Most people have at least heard of Bitcoin by now, even if they are not familiar with the world of cryptocurrency. Ethereum works on a similar principle—it is a decentralized blockchain technology that removes the middleman out of the equation. What this means is that financial transactions can be conducted directly between individuals or parties without the need of banks and other similar financial institutions. Banks basically play the role of a trusted, centralized third party. Each time you conduct a transaction through your bank account, the bank does the job of validating your identity as a financial player, while also recording that particular transaction, to store it in a centralized ledger for future reference. This is how a record is maintained of how much money you have, and where it is going. Note that the bank is simply another institution, and your choice to authorize them to handle financial transactions in turn gives them credibility, to make them a trusted third party. And for this, banks charge you, even as they take control of your money.

Blockchain technologies subtract the need for this third party. Each transaction is recorded into code, and the ledger is essentially an open-source program. The ledger, moreover, is distributed across the entire chain (spread out over computers worldwide), so that no single party (like a bank) has exclusive access to it. This also makes it a more trustworthy operation, given that no one, not even you, can fake a transaction or tamper with the ledger. And this is why it entirely eliminates the need for a third party to validate the players in a financial transaction. It’s a win-win situation.

A Brief History of Ethereum

At the time that Ethereum was created, cryptocurrency was already an established player in the financial market. Ethereum was conceptualized by 19 yr old Canadian-Russian programmer, Vitalik Buterin, to address some of the loopholes in Bitcoin, which was the only major cryptocurrency at the time. Buterin recognized that computer code could be used to do so much more than what Bitcoin was doing. Buterin imagined/conceptualized a system in which the program code does not only simply record a transaction between X and Y, but also gives the power to customize and generate specific types of contracts (or financial agreements) between the two parties. This is extra information, which in turn creates and controls value itself. This is something that the BItcoin blockchain cannot do—all it does is to record the transaction between X and Y, thereby qualifying the variable which it will then use to authorize further transactions from that wallet.

The uses of ethereum far extend those of a simple cryptocurrency like bitcoin. Ethereum allows users to bypass digital networks that store data, transfer mortgages and keep track of complex financial instruments, for instance, allowing an value-driven transaction to stay between the parties involved in the transaction. This is what is called a smart contract, and it operates within the blockchain network, making it immutable and secure, just like a cryptocurrency.

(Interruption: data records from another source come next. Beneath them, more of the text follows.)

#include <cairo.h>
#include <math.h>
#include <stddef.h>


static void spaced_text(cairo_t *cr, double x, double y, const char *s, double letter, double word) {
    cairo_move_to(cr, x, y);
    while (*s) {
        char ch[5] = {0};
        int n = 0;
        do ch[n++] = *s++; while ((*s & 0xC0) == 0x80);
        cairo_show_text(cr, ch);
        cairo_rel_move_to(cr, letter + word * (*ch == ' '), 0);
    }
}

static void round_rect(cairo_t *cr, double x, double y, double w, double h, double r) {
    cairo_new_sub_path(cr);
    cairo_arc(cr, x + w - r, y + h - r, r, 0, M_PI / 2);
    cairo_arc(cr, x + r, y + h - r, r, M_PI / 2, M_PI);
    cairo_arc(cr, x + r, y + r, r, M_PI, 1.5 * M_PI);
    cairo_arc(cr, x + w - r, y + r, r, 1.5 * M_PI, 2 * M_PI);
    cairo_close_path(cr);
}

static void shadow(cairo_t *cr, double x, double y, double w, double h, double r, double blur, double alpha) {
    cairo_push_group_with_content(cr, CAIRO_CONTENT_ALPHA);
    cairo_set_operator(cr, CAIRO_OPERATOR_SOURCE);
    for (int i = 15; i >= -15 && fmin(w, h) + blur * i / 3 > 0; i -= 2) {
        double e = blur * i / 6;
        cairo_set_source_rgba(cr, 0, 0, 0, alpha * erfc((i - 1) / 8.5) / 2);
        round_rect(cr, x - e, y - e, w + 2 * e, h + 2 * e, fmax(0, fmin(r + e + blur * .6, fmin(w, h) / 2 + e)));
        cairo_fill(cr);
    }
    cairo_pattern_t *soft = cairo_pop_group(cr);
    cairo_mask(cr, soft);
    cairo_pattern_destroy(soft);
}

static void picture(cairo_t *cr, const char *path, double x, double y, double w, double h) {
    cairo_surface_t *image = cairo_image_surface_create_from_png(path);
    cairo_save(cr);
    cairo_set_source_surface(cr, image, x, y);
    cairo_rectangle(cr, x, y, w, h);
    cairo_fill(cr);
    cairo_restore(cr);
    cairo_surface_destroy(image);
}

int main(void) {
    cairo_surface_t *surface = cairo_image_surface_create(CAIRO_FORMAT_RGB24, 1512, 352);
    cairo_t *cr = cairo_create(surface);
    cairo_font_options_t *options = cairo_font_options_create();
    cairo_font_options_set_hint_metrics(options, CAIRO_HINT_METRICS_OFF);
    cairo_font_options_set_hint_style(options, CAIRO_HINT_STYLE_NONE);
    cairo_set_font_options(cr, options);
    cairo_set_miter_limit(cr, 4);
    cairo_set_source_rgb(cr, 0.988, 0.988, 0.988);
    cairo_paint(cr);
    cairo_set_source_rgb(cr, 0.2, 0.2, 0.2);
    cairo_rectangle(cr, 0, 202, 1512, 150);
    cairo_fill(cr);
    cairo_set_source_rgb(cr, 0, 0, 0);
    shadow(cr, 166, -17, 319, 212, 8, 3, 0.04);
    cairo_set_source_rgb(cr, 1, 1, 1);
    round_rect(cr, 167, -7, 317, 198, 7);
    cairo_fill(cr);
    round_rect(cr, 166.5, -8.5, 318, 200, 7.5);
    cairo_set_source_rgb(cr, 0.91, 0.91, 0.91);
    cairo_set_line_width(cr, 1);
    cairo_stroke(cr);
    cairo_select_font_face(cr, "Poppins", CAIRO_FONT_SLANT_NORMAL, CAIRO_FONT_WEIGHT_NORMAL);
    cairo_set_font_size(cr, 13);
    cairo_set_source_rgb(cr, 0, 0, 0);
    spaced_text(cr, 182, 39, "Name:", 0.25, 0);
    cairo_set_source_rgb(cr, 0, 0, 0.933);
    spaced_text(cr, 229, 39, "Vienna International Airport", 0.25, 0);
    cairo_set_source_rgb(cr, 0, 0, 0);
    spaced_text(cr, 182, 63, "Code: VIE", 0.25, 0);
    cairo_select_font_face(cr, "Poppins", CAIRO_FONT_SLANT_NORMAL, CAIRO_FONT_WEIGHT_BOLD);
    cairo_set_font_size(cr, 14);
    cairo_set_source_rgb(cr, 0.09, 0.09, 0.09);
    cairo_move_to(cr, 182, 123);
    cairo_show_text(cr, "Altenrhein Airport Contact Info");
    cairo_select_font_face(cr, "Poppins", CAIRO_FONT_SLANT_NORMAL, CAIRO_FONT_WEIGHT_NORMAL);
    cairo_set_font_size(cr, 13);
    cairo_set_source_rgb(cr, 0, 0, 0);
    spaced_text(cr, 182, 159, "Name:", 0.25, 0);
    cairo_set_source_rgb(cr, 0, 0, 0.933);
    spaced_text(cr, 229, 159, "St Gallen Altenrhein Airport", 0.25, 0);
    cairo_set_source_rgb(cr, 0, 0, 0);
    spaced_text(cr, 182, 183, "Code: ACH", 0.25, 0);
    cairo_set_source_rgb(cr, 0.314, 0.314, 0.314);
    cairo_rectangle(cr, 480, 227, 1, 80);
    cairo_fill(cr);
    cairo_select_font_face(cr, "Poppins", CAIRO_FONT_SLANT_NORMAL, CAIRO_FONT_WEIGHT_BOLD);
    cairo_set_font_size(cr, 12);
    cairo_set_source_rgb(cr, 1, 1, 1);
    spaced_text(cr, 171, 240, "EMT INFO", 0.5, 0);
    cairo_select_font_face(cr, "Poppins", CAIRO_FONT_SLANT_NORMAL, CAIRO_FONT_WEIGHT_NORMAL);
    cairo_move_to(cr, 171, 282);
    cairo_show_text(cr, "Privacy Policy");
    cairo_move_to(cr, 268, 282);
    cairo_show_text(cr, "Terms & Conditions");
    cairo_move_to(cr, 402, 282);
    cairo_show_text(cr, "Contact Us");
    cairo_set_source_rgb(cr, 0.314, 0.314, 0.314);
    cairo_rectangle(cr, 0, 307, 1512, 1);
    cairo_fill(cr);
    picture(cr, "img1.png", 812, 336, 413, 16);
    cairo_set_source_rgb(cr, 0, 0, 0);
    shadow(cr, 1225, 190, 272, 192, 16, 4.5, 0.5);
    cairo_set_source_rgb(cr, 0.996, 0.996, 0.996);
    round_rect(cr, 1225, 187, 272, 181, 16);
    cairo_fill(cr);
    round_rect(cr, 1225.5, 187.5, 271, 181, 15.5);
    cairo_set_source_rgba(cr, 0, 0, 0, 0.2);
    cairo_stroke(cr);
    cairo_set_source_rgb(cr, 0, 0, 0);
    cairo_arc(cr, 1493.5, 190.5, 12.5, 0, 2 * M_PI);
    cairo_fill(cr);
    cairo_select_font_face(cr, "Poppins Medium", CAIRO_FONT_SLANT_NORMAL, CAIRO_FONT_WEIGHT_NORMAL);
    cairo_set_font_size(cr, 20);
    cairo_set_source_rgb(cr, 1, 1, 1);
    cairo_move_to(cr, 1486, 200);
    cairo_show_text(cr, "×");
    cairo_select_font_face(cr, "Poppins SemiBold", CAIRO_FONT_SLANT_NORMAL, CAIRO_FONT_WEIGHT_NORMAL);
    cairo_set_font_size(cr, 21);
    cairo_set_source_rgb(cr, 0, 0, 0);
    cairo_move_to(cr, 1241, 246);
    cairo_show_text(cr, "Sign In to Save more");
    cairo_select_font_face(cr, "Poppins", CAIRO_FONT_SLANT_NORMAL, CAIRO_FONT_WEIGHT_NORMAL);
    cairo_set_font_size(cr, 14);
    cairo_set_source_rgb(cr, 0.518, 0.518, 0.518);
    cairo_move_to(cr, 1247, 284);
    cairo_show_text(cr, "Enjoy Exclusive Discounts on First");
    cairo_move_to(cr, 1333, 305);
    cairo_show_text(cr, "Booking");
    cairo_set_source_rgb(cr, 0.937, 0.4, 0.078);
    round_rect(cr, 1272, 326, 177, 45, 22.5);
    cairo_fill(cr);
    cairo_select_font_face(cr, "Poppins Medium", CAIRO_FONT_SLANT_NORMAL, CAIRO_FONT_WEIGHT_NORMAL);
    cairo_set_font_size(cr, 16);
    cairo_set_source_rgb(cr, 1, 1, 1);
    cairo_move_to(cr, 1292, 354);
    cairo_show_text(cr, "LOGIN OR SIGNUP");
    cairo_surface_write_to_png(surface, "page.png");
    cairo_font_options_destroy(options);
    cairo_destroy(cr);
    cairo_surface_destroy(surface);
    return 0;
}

One of the most popular kinds of transactions that Ethereum has made possible today, for instance, is the exchange of Non-fungible tokens (NFT). An NFT is a piece of data or information stored on the blockchain that identifies an asset to be unique. So, for instance, if you created a piece of art, and translated it into an NFT, you can sell it to anyone digitally without fear of it ever being plagiarized. The NFT’s function here would be to ascertain the artwork’s originality without doubt, and therefore keep its essential value.

 

ERC20 Tokens:

Tokens is the name given for the kind of digital assets that one can own and exchange within the blockchain system. Each token basically represents an asset that can range from tangible objects in the real world (commodities like sneakers, paintings), to fully virtual entities like a piece of music or a voucher, or even financial documents like IOUs.

While Ether is the Ethereum equivalent of a Bitcoin, and can be used as digital currency, another kind of token, the ERC20 is perhaps most crucial to the Ethereum blockchain, and central to understanding how this multifaceted blockchain works. The ERC20 runs on the Ethereum blockchain. In appearance, it is similar to cryptocurrencies like Bitcoin. Technically, however, it is a protocol and not a straightforward digital currency (which is basically comparable to money). What the ERC20 does is specify a set of standards that all ethereum-based tokens must ideally follow, to be credible and suitable enough to exchange value with. So the ERC20 is more like a meta-token, in that sense, kind of like a hallmark that identifies any Ethereum token as viable. Considering that the Ethereum blockchain makes countless unique types of transactions possible, the ERC20 is vital to an efficient transaction within this blockchain network. The ERC20 standard is also what allows Ethereum transactions to integrate with other wallets, contracts and even the mainstream market.

It is similar to cryptocurrency like Bitcoin in the sense that it holds value, given its essential functions (like validation).

 

ICO: Digital Crowdfunding is the Future of the Market

We have extensively discussed how cryptocurrencies are gaining ground as functional alternatives to the cash-run financial market, but how do these digital currencies really fit into the stock market?

Companies enter the stock market by issuing public shares, to attract public funding from investors. To do this, a company lists its securities in a public exchange, and potential investors can examine them and make a decision. This is now the standard strategy followed by companies to attract capital for growth and operations. A company’s first offering of its shares is done through a stock market launch or IPO (Initial Public Offering), which is scripted and handled by investment banks. This process allows the monetization of the company’s assets, so that its investors (who will become shareholders after purchasing shares) are able to use their investments to easily trade.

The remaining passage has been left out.